[Saved data entries]
* * * * * * * * *

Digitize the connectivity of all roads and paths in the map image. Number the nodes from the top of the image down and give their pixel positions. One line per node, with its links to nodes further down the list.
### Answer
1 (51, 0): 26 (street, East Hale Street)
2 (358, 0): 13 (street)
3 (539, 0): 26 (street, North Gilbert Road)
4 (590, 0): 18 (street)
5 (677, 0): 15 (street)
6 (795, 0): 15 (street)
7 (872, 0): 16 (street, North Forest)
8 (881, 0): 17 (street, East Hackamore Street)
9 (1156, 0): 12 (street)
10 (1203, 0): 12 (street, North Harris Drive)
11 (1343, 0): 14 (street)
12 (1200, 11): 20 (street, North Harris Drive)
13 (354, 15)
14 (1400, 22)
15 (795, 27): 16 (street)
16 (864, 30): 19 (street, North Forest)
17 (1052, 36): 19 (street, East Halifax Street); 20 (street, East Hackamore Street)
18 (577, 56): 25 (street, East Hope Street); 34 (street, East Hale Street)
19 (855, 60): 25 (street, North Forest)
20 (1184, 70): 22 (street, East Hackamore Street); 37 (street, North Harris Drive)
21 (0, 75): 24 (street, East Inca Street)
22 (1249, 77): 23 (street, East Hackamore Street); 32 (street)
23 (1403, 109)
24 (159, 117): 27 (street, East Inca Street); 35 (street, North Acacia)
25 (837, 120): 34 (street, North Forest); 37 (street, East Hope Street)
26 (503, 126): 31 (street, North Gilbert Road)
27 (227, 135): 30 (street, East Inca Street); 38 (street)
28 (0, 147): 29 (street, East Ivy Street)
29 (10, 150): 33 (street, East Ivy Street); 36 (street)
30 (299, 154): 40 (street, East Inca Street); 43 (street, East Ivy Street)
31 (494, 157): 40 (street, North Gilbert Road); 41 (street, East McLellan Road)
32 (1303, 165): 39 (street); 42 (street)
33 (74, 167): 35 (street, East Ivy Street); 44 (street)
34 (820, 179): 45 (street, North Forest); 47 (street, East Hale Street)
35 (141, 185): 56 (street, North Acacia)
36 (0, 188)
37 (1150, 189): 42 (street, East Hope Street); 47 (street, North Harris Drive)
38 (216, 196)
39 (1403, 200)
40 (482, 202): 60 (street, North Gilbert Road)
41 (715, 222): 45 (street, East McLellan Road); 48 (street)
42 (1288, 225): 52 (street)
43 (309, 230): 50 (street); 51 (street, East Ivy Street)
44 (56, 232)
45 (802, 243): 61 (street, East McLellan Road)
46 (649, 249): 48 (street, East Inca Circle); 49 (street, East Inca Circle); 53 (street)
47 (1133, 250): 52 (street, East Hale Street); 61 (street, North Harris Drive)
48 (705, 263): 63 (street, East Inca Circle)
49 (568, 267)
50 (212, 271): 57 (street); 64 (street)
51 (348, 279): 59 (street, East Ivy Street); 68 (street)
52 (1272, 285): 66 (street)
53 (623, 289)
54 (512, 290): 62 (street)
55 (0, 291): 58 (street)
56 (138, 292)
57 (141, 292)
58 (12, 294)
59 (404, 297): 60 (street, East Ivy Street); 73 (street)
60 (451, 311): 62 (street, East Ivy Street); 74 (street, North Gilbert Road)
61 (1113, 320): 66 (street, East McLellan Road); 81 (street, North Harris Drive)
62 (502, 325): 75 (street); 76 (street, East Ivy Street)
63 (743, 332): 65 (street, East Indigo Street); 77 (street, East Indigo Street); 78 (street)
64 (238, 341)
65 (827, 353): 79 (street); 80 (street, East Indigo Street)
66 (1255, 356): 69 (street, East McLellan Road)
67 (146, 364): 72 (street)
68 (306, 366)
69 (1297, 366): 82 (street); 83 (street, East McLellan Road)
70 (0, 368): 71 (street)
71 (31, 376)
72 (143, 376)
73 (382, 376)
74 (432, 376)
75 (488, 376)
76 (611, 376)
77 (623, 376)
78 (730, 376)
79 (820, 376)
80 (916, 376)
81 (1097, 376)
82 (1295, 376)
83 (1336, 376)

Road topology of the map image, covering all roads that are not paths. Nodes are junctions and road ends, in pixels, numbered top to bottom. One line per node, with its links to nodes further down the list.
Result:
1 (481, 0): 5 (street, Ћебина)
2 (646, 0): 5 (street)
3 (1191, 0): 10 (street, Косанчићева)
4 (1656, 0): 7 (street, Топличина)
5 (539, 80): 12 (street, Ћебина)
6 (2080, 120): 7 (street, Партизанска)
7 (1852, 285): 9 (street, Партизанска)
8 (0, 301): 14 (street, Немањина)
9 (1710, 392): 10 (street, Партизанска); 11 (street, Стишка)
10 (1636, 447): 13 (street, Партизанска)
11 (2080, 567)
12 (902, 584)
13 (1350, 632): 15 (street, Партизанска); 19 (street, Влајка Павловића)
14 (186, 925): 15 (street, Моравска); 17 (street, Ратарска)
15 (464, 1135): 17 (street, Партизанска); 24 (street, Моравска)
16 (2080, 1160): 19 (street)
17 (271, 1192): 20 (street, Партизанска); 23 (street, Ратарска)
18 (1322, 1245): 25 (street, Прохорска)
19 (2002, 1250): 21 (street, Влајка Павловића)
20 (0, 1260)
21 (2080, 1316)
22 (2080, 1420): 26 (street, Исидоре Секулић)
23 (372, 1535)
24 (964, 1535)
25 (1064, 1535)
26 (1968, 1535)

* * * * * * * * *

Task objective: Each line above that has "Harris" adds one to the count; say the final count with no other text.

Task output: 6